::: Source material

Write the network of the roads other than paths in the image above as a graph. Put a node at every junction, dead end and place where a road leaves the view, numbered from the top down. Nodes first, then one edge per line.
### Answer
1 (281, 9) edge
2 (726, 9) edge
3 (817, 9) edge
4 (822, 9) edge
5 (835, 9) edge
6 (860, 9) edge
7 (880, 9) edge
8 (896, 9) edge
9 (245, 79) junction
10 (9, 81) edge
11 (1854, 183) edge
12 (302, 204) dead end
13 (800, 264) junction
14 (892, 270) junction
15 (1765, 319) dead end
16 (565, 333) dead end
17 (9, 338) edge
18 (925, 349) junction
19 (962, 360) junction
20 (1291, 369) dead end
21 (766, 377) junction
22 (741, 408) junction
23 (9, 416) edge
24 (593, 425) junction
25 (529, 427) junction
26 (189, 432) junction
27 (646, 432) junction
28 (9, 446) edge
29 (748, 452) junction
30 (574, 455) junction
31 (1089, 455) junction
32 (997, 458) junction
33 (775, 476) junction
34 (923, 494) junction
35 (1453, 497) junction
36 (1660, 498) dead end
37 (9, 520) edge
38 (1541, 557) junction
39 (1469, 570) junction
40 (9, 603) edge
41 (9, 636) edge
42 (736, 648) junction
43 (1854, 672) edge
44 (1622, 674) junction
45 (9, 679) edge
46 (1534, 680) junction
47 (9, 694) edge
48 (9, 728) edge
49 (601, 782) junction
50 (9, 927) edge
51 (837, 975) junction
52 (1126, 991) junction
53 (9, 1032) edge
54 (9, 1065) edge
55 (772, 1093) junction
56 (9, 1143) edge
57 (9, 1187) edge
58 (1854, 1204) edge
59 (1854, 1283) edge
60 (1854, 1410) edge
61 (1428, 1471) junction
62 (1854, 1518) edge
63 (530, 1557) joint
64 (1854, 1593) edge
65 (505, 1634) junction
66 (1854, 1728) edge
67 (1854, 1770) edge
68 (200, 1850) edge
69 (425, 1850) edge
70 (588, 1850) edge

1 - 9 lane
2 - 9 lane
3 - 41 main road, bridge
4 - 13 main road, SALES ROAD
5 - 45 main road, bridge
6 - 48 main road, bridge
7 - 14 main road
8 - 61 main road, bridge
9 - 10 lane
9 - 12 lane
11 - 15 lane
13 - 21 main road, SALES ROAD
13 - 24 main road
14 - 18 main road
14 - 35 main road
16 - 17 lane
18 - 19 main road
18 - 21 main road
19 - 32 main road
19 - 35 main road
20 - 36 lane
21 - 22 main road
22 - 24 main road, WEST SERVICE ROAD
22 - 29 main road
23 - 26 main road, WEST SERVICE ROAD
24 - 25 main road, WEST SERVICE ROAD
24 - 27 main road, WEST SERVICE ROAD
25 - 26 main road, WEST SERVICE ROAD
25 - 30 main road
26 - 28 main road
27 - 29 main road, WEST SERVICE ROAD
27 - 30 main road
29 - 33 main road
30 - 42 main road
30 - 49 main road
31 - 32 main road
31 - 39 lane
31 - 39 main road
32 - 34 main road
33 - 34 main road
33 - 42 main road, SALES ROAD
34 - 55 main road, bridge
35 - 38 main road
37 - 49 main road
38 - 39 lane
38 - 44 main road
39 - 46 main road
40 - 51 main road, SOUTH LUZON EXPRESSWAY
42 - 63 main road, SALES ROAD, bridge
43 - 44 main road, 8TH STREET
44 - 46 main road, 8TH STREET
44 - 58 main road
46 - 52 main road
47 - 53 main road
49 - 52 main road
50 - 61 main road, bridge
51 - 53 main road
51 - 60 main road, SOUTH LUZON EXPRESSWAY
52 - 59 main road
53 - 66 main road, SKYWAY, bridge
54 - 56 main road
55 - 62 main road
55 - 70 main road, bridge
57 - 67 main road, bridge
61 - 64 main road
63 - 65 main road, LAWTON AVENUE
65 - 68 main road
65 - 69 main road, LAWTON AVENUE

::::::

- _Assignment_: Repeat each entry above, matching every line exactly.

- _Output below_:
Write the network of the roads other than paths in the image above as a graph. Put a node at every junction, dead end and place where a road leaves the view, numbered from the top down. Nodes first, then one edge per line.
### Answer
1 (281, 9) edge
2 (726, 9) edge
3 (817, 9) edge
4 (822, 9) edge
5 (835, 9) edge
6 (860, 9) edge
7 (880, 9) edge
8 (896, 9) edge
9 (245, 79) junction
10 (9, 81) edge
11 (1854, 183) edge
12 (302, 204) dead end
13 (800, 264) junction
14 (892, 270) junction
15 (1765, 319) dead end
16 (565, 333) dead end
17 (9, 338) edge
18 (925, 349) junction
19 (962, 360) junction
20 (1291, 369) dead end
21 (766, 377) junction
22 (741, 408) junction
23 (9, 416) edge
24 (593, 425) junction
25 (529, 427) junction
26 (189, 432) junction
27 (646, 432) junction
28 (9, 446) edge
29 (748, 452) junction
30 (574, 455) junction
31 (1089, 455) junction
32 (997, 458) junction
33 (775, 476) junction
34 (923, 494) junction
35 (1453, 497) junction
36 (1660, 498) dead end
37 (9, 520) edge
38 (1541, 557) junction
39 (1469, 570) junction
40 (9, 603) edge
41 (9, 636) edge
42 (736, 648) junction
43 (1854, 672) edge
44 (1622, 674) junction
45 (9, 679) edge
46 (1534, 680) junction
47 (9, 694) edge
48 (9, 728) edge
49 (601, 782) junction
50 (9, 927) edge
51 (837, 975) junction
52 (1126, 991) junction
53 (9, 1032) edge
54 (9, 1065) edge
55 (772, 1093) junction
56 (9, 1143) edge
57 (9, 1187) edge
58 (1854, 1204) edge
59 (1854, 1283) edge
60 (1854, 1410) edge
61 (1428, 1471) junction
62 (1854, 1518) edge
63 (530, 1557) joint
64 (1854, 1593) edge
65 (505, 1634) junction
66 (1854, 1728) edge
67 (1854, 1770) edge
68 (200, 1850) edge
69 (425, 1850) edge
70 (588, 1850) edge

1 - 9 lane
2 - 9 lane
3 - 41 main road, bridge
4 - 13 main road, SALES ROAD
5 - 45 main road, bridge
6 - 48 main road, bridge
7 - 14 main road
8 - 61 main road, bridge
9 - 10 lane
9 - 12 lane
11 - 15 lane
13 - 21 main road, SALES ROAD
13 - 24 main road
14 - 18 main road
14 - 35 main road
16 - 17 lane
18 - 19 main road
18 - 21 main road
19 - 32 main road
19 - 35 main road
20 - 36 lane
21 - 22 main road
22 - 24 main road, WEST SERVICE ROAD
22 - 29 main road
23 - 26 main road, WEST SERVICE ROAD
24 - 25 main road, WEST SERVICE ROAD
24 - 27 main road, WEST SERVICE ROAD
25 - 26 main road, WEST SERVICE ROAD
25 - 30 main road
26 - 28 main road
27 - 29 main road, WEST SERVICE ROAD
27 - 30 main road
29 - 33 main road
30 - 42 main road
30 - 49 main road
31 - 32 main road
31 - 39 lane
31 - 39 main road
32 - 34 main road
33 - 34 main road
33 - 42 main road, SALES ROAD
34 - 55 main road, bridge
35 - 38 main road
37 - 49 main road
38 - 39 lane
38 - 44 main road
39 - 46 main road
40 - 51 main road, SOUTH LUZON EXPRESSWAY
42 - 63 main road, SALES ROAD, bridge
43 - 44 main road, 8TH STREET
44 - 46 main road, 8TH STREET
44 - 58 main road
46 - 52 main road
47 - 53 main road
49 - 52 main road
50 - 61 main road, bridge
51 - 53 main road
51 - 60 main road, SOUTH LUZON EXPRESSWAY
52 - 59 main road
53 - 66 main road, SKYWAY, bridge
54 - 56 main road
55 - 62 main road
55 - 70 main road, bridge
57 - 67 main road, bridge
61 - 64 main road
63 - 65 main road, LAWTON AVENUE
65 - 68 main road
65 - 69 main road, LAWTON AVENUE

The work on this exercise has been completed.